Description of the task:
All entries below must be given again exactly as they stand.

Exercise data:
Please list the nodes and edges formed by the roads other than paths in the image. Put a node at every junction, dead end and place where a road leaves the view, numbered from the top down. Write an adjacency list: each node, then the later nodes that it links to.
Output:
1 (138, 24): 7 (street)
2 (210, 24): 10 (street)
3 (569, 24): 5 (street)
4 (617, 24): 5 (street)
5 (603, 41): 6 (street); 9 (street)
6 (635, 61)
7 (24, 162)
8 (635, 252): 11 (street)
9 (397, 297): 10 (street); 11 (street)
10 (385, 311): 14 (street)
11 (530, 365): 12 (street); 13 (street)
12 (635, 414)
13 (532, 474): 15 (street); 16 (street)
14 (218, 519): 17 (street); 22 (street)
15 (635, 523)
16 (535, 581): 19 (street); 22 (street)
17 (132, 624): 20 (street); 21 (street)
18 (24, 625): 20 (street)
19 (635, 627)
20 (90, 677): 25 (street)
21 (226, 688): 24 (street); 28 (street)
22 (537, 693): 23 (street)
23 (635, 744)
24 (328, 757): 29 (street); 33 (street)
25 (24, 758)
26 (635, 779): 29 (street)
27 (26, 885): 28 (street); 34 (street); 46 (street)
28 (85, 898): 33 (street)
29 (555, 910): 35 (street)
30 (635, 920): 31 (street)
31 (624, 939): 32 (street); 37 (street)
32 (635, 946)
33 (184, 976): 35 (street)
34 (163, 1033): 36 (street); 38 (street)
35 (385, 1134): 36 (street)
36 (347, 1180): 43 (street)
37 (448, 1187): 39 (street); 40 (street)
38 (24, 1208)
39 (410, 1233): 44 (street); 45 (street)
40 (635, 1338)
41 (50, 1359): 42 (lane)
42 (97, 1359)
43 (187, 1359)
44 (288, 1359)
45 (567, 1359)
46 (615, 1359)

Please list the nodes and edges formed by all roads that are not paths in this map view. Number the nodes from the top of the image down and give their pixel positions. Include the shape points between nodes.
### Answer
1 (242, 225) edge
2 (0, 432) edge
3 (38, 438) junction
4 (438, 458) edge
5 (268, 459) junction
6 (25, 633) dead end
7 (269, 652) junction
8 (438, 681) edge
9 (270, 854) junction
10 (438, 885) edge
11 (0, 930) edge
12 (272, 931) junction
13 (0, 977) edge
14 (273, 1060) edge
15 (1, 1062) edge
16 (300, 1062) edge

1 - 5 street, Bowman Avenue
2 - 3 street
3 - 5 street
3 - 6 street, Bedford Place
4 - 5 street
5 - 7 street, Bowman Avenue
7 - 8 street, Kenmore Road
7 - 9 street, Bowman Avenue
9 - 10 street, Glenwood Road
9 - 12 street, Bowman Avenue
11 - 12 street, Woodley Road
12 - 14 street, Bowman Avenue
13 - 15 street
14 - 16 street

Written response:
Please list the nodes and edges formed by the roads other than paths in the image. Put a node at every junction, dead end and place where a road leaves the view, numbered from the top down. Write an adjacency list: each node, then the later nodes that it links to.
Output:
1 (138, 24): 7 (street)
2 (210, 24): 10 (street)
3 (569, 24): 5 (street)
4 (617, 24): 5 (street)
5 (603, 41): 6 (street); 9 (street)
6 (635, 61)
7 (24, 162)
8 (635, 252): 11 (street)
9 (397, 297): 10 (street); 11 (street)
10 (385, 311): 14 (street)
11 (530, 365): 12 (street); 13 (street)
12 (635, 414)
13 (532, 474): 15 (street); 16 (street)
14 (218, 519): 17 (street); 22 (street)
15 (635, 523)
16 (535, 581): 19 (street); 22 (street)
17 (132, 624): 20 (street); 21 (street)
18 (24, 625): 20 (street)
19 (635, 627)
20 (90, 677): 25 (street)
21 (226, 688): 24 (street); 28 (street)
22 (537, 693): 23 (street)
23 (635, 744)
24 (328, 757): 29 (street); 33 (street)
25 (24, 758)
26 (635, 779): 29 (street)
27 (26, 885): 28 (street); 34 (street); 46 (street)
28 (85, 898): 33 (street)
29 (555, 910): 35 (street)
30 (635, 920): 31 (street)
31 (624, 939): 32 (street); 37 (street)
32 (635, 946)
33 (184, 976): 35 (street)
34 (163, 1033): 36 (street); 38 (street)
35 (385, 1134): 36 (street)
36 (347, 1180): 43 (street)
37 (448, 1187): 39 (street); 40 (street)
38 (24, 1208)
39 (410, 1233): 44 (street); 45 (street)
40 (635, 1338)
41 (50, 1359): 42 (lane)
42 (97, 1359)
43 (187, 1359)
44 (288, 1359)
45 (567, 1359)
46 (615, 1359)

Please list the nodes and edges formed by all roads that are not paths in this map view. Number the nodes from the top of the image down and give their pixel positions. Include the shape points between nodes.
### Answer
1 (242, 225) edge
2 (0, 432) edge
3 (38, 438) junction
4 (438, 458) edge
5 (268, 459) junction
6 (25, 633) dead end
7 (269, 652) junction
8 (438, 681) edge
9 (270, 854) junction
10 (438, 885) edge
11 (0, 930) edge
12 (272, 931) junction
13 (0, 977) edge
14 (273, 1060) edge
15 (1, 1062) edge
16 (300, 1062) edge

1 - 5 street, Bowman Avenue
2 - 3 street
3 - 5 street
3 - 6 street, Bedford Place
4 - 5 street
5 - 7 street, Bowman Avenue
7 - 8 street, Kenmore Road
7 - 9 street, Bowman Avenue
9 - 10 street, Glenwood Road
9 - 12 street, Bowman Avenue
11 - 12 street, Woodley Road
12 - 14 street, Bowman Avenue
13 - 15 street
14 - 16 street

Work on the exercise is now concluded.